Above the Trees looks at leaders and industries outside the law. It lets you draw analogies to how you run your business, how you deal with your clients and how you face your own challenges.
Posted Apr 28, 2005 2:52 AM CST
By Jenny B. Davis
A Complex Plan Helped Wine Entrepreneur’s Successful Midlife Career Switch
It wasn’t that Patricia Kluge was unhappy heading an investment company and serving on the boards of several big-name charitable institutions. It’s just that she was, well, somewhat unchallenged.
After her son left for school in 1998, she decided the time was right to apply her business acumen to something new--beyond her comfort zone yet close to home. A year later, she founded Kluge Estate Winery and Vineyard on her 1,800-acre farm outside Charlottesville, Va.
It’s a good thing she didn’t sit down to write down the pros and cons of a midlife career switch, or she might have called it quits based solely on the number of negatives.
First, there was the issue of practical experience: She had none. And she would be entering a marketplace dominated by men and by brand names boasting hundreds of years of history.

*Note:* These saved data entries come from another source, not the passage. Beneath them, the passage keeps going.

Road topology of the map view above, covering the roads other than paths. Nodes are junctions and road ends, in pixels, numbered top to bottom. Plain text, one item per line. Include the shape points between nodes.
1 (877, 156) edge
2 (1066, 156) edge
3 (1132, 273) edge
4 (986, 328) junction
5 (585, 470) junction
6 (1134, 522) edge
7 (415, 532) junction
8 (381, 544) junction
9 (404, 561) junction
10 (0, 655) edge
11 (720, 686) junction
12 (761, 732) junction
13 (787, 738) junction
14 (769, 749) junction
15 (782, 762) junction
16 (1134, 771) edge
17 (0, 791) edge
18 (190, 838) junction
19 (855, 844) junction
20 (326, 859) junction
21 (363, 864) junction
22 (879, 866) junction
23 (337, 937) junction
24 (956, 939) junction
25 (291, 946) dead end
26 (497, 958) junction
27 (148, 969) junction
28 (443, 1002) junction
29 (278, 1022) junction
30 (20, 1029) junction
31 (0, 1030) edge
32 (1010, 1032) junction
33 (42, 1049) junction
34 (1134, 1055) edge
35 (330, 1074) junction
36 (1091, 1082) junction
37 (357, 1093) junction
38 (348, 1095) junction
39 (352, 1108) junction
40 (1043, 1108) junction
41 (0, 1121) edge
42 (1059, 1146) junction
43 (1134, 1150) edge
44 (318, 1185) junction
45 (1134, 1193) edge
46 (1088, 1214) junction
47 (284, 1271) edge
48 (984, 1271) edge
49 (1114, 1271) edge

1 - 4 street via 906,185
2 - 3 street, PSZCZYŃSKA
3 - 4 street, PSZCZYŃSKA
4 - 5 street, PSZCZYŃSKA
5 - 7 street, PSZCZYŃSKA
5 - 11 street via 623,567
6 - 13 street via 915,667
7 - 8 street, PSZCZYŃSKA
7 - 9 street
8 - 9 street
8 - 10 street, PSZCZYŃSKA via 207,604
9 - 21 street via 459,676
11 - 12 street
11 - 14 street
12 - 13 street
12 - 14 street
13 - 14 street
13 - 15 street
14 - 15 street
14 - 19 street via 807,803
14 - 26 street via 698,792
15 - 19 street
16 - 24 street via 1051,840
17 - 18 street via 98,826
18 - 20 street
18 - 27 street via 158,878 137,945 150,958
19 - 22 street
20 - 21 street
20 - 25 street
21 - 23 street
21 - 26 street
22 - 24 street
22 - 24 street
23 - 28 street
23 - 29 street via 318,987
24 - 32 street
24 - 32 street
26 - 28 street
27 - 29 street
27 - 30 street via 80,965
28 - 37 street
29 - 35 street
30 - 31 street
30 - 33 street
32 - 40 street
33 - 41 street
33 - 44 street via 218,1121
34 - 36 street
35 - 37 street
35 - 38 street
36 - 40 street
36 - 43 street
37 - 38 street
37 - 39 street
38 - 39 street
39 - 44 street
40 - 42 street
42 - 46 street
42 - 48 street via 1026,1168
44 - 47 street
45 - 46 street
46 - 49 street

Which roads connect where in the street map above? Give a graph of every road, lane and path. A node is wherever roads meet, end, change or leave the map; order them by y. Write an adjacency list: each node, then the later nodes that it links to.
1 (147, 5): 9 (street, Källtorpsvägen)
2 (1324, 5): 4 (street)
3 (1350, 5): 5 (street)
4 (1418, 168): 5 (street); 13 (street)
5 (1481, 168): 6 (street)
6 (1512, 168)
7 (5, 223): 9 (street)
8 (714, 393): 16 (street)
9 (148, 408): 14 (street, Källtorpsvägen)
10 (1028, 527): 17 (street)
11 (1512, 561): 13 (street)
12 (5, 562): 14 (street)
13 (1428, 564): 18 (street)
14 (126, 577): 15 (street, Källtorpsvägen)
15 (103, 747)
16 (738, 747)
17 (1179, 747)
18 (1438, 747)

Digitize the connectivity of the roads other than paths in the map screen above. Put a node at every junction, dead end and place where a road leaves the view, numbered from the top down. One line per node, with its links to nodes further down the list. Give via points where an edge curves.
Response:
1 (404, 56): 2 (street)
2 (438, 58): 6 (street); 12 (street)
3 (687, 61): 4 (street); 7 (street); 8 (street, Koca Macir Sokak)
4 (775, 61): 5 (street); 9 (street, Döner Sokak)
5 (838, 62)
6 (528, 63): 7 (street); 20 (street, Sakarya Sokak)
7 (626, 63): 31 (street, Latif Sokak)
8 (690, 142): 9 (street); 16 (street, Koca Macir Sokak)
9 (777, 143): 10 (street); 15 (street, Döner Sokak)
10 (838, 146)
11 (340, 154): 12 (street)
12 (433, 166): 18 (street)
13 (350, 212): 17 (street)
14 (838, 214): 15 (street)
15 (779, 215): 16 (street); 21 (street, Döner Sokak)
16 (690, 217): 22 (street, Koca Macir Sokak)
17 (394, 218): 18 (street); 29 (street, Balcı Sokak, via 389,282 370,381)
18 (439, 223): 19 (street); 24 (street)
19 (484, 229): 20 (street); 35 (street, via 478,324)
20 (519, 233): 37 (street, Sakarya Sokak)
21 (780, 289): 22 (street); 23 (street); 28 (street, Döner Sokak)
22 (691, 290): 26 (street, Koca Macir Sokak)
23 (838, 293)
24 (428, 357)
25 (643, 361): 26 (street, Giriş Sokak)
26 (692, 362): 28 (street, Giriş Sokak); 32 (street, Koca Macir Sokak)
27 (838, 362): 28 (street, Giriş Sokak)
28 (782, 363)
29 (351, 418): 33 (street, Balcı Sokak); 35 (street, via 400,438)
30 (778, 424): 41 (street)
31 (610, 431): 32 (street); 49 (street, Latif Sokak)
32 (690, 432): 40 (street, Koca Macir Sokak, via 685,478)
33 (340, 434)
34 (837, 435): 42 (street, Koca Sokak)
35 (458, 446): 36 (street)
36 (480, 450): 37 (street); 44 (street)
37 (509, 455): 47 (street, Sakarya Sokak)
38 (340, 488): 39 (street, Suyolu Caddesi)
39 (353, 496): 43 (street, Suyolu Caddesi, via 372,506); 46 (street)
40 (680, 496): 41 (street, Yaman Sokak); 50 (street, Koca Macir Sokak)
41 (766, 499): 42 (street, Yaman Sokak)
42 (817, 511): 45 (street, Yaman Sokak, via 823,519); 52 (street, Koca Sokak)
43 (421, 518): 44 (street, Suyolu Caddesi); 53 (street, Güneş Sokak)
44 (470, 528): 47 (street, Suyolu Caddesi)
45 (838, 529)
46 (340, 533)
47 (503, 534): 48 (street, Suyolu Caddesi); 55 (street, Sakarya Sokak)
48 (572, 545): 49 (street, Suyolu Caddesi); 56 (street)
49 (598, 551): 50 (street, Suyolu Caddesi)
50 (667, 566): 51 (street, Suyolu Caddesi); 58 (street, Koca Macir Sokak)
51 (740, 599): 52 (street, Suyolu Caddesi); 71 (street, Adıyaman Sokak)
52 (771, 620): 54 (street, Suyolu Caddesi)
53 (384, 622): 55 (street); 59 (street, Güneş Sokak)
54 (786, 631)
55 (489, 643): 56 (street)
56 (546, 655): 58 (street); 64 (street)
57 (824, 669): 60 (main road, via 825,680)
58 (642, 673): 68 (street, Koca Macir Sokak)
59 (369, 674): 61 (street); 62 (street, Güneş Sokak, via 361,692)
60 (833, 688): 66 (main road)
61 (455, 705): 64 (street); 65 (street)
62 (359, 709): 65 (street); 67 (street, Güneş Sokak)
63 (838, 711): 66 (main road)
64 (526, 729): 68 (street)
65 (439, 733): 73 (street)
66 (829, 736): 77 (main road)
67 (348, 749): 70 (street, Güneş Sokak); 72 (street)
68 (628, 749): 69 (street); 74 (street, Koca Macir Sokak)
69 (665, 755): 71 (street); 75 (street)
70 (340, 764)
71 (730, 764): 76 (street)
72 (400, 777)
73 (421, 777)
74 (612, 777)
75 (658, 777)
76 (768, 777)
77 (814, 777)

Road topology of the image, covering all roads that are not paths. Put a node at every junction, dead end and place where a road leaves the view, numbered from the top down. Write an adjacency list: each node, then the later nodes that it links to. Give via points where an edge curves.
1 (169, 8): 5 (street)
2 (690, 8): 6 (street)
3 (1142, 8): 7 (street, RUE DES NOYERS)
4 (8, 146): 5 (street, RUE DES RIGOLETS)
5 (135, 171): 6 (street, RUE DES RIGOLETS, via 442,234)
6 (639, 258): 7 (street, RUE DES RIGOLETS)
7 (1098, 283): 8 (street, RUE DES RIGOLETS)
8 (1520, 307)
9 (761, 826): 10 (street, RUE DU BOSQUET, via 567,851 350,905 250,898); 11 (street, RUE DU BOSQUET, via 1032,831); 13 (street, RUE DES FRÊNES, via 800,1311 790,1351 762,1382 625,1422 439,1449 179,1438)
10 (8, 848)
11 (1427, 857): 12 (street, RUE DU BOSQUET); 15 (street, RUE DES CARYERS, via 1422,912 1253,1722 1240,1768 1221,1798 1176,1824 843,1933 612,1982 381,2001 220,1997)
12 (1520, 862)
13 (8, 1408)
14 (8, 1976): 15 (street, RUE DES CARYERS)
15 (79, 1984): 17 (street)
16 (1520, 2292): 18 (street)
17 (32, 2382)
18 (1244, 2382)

There were subtle barriers as well. “People thought I couldn’t do it, or that I wouldn’t be able to do it well,” she recalls. “They didn’t take me seriously because I had means. They thought I was just playing.”
So, Kluge developed a multipart strategy for success. The first elements of Kluge’s business plan focused on developing her business. She would learn everything she could, then assemble a top-notch team to help ensure the best grapes and the best wines.
Also integral was boosting the wine industry throughout the state. Making Virginia’s agricultural and commercial infrastructures more wine-friendly, she reasoned, could only help her own product become more marketable. “You can’t be a great winery from nowhere,” notes William J. Moses, Kluge’s husband and the company’s CEO. “You have to be from a region that is recognized for its potential.”
Plus, the notion of giving back appealed to her. “It’s about more than money,” she says. “It’s about setting standards, about giving Virginia a wine-making legacy.”
The strategy worked. Just six years out, Kluge has 100 acres under vine, with plans to increase that number to between 250 and 300. She has already produced a Bordeaux blend, a sparkling wine and a dessert wine. Last year, Kluge Estate won its first awards. The 2001 New World Red was one of only 52 wines selected from a field of more than 2,300 for a “Double Gold” medal at the International Eastern Wine Competition, and Kluge’s sparkling wine took home a bronze.
Kluge’s efforts also have borne fruit for the Virginia wine industry. She and Moses helped change regulations restricting distribution and out-of-state shipping, and they spearheaded the establishment of the Virginia Governor’s Wine Study Group to bolster wine production, marketing and appellation identity.
Kluge recently subdivided a portion of her farm into “mini-estates,” allowing buyers to build gracious homes, grow grapes and make their own wine with the help of Kluge Estate’s expertise and equipment. “What we’re doing--creating a community around an industry--is what has evolved over generations in Europe. It’s what helps make the industry viable,” she says.
Indeed, Kluge and Moses have brought “a new level of vineyard and wine production to Virginia,” says state agriculture official Robins Buck.
“They have brought national and international exposure to the state’s fast-growing wine industry,” Buck says.
Despite all she set out to accomplish, Kluge says she never felt she was being too ambitious. “My husband calls me the visionary who sees too much,” she jokes.
“But once I decided I wanted to make wine, I knew I needed to do this.”